In every COA, there is a primary relief sought and the others are incidental reliefs. Example: you file an action for collection for a sum of money P500,000; this is the main claim, the payment of the principal; but then there was a stipulation to the interest; there was no payment of the interest; so there was a claim for the interest; if you file for the recovery of P500,000 and another for the interests, there’s a clear case of splitting of a COA. You only have to file a single complaint for this.

Bar: An action to recover shares of stock was filed. After it was recovered thru a final judgment, an action for the recovery of dividends received by the defendant was also filed. Was there splitting of a single COA? Yes; the 1st action should have included the recovery of dividends on the shares.

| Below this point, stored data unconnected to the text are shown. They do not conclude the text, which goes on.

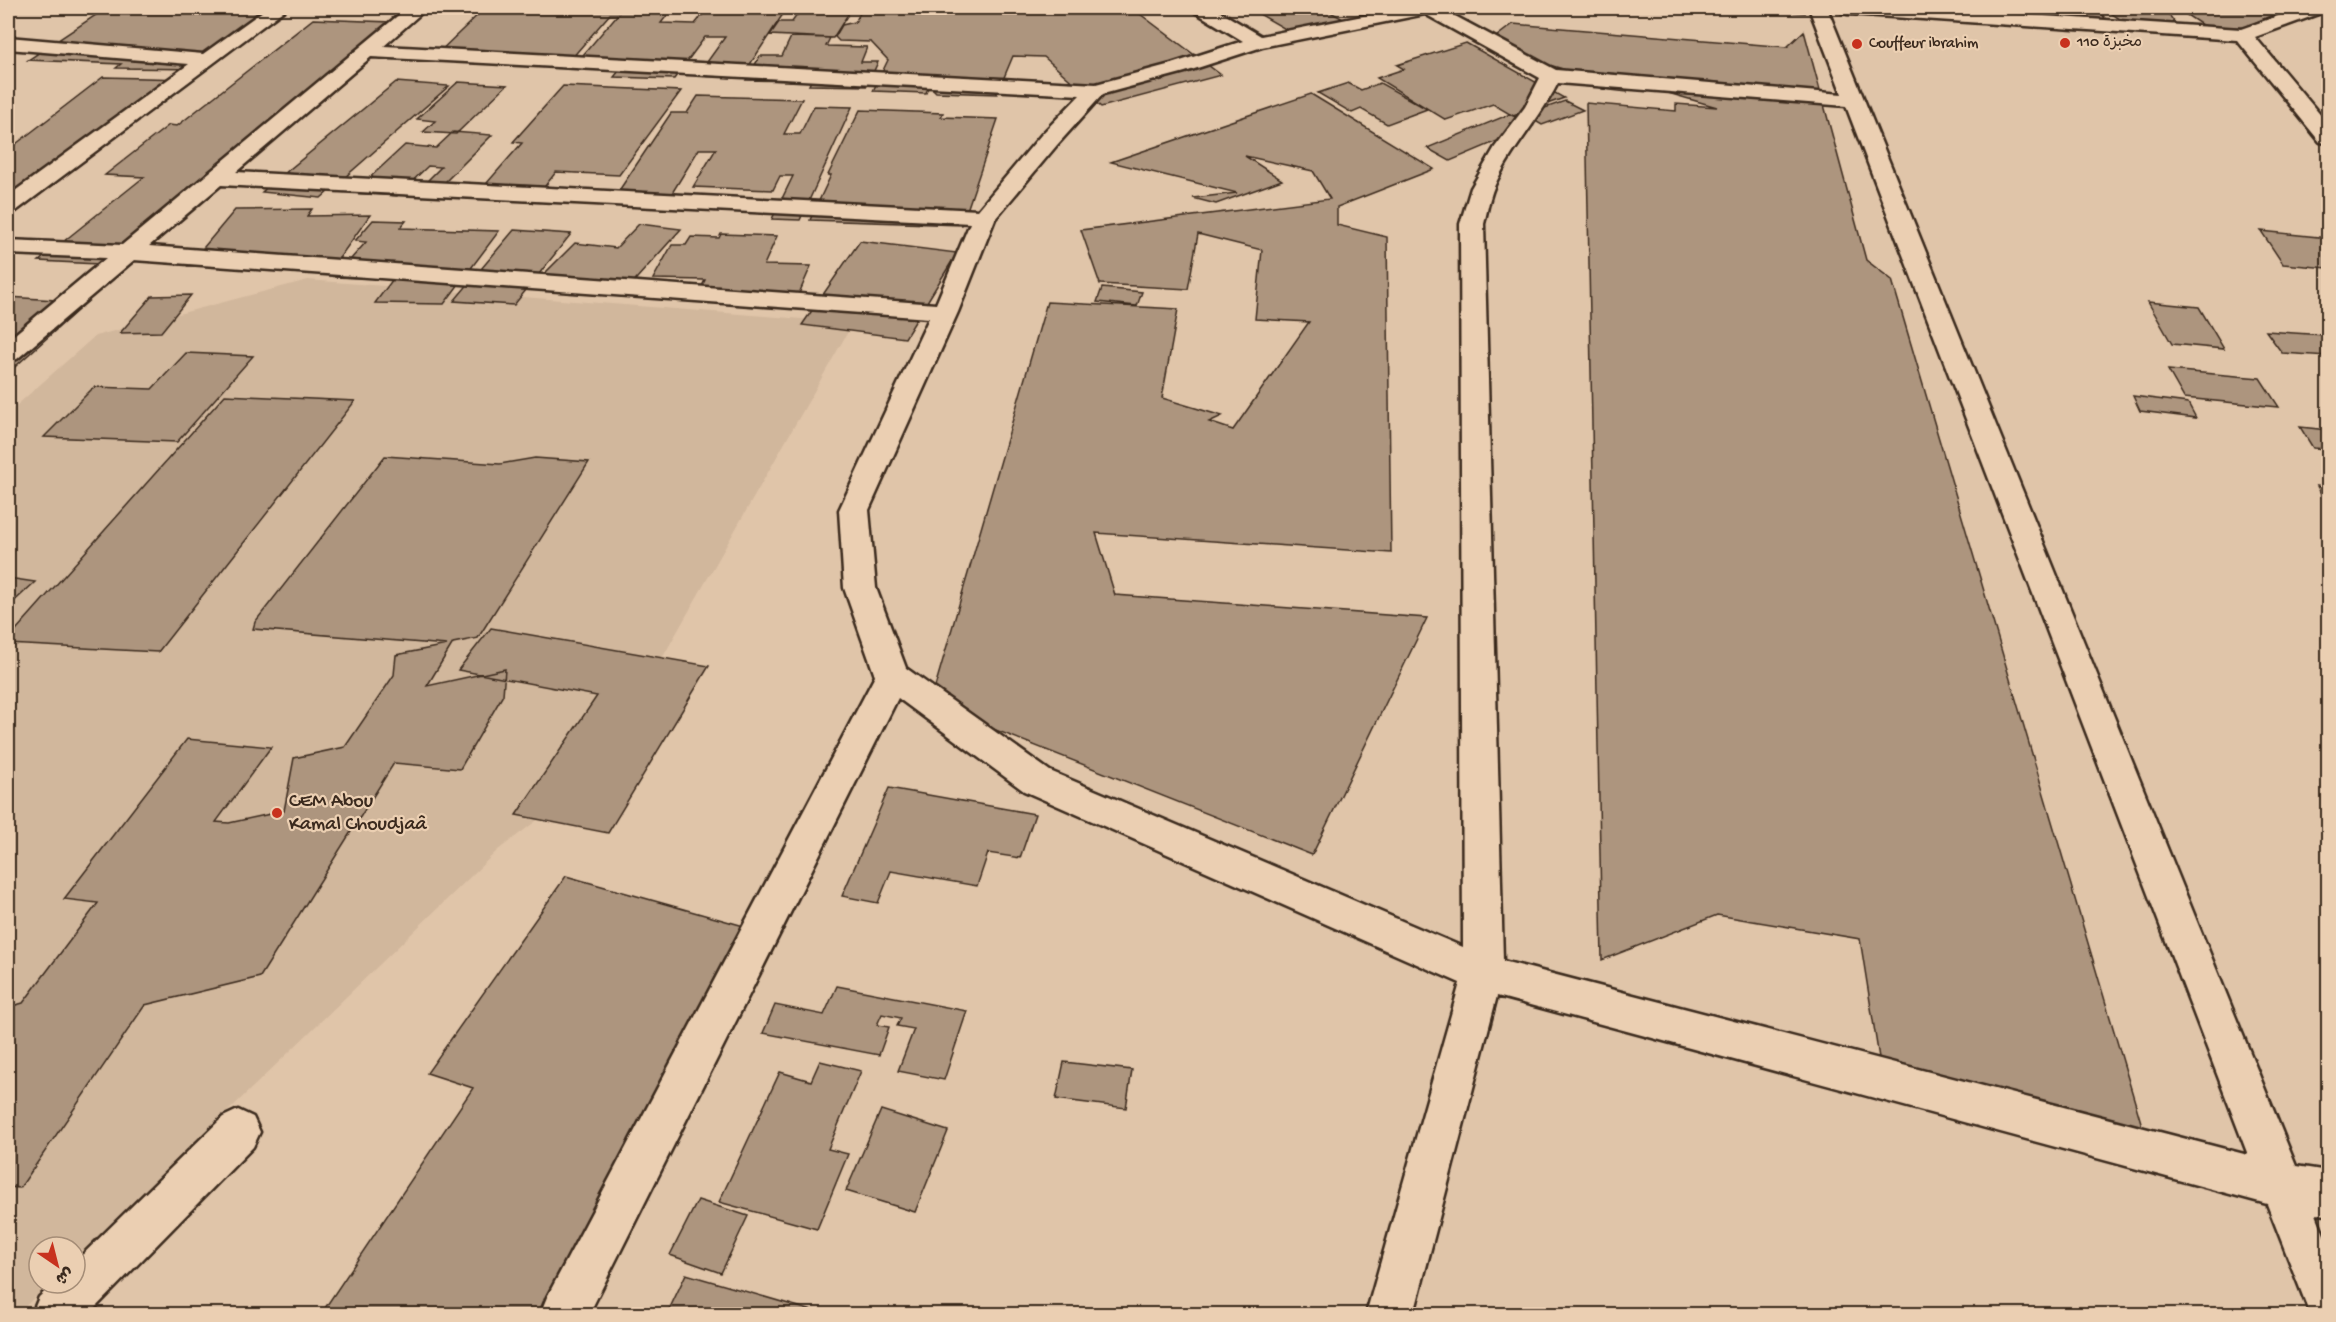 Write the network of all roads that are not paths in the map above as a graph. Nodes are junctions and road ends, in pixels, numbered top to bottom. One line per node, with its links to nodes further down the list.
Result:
1 (278, 8): 13 (street)
2 (418, 8): 12 (street)
3 (1202, 8): 10 (street)
4 (1429, 8): 10 (street); 14 (street)
5 (1818, 8): 16 (street)
6 (1848, 8): 8 (street)
7 (2317, 8): 9 (street)
8 (1986, 12): 9 (street)
9 (2243, 35): 17 (street)
10 (1258, 42): 15 (street)
11 (8, 43): 13 (street)
12 (367, 51): 15 (street); 18 (street)
13 (207, 60): 19 (street)
14 (1551, 76): 16 (street); 26 (street)
15 (1096, 90): 20 (street)
16 (1855, 101): 28 (street)
17 (2328, 137)
18 (218, 178): 20 (street); 22 (street)
19 (8, 206)
20 (984, 217): 23 (street)
21 (8, 247): 22 (street)
22 (128, 252): 23 (street); 24 (street)
23 (945, 312): 25 (street)
24 (8, 353)
25 (892, 676): 26 (street); 32 (street)
26 (1483, 974): 28 (street); 33 (street)
27 (238, 1132): 31 (street)
28 (2282, 1186): 29 (street); 30 (street)
29 (2328, 1193)
30 (2328, 1302)
31 (56, 1314)
32 (564, 1314)
33 (1390, 1314)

City of Bacolod vs. San Miguel Brewery: the city filed an action to recover from SMB unpaid local taxes which have not been paid for a long time despite assessments sent; the court decided in favor of the city; SMB, when it received the decision, paid the taxes; 3 months after, the wise boys of the city remembered something: that SMB did not pay the surcharges and the penalties of the overdue taxes; the reason is they did not include in their prayer such recovery; so they filed an action to recover those surcharges on the taxes paid; the issue that went to the SC is very simple: was the 2nd suit already barred by the judgment on the 1st suit? The answer is yes. Kung nagclaim ka ng recovery of taxes dapat pati surcharges isinama mo na sa pag claim sa 1st case, they belong to a single COA.

Case, Labitoria: there was a case for partition against co-heirs; the one who filed the partition case already introduced improvements on the property but since it was owned in common he later on decided to take the part belonging to him; the court ordered the partition; after partition where the improvements went to the other heirs, he filed an action to recover the improvements on the property. The 2nd suit was barred. It should have been included in the 1st suit, he should have prayed for the recovery of the improvements introduced or its expenses when he filed the action for partition.

Actions actually have a main part and an incidental part. If you split the incidental part from the main part, that is splitting.

Sometimes a single act gives rise to distinct COAs. An act of negligence causing physical injuries is a COA under quasi-delict, culpa criminal, or independent civil action. A single act gives rise to many COAs because the sources are different provisions of the law. You can pursue them separately and there is no splitting of a COA because they are distinct COAs with different bases.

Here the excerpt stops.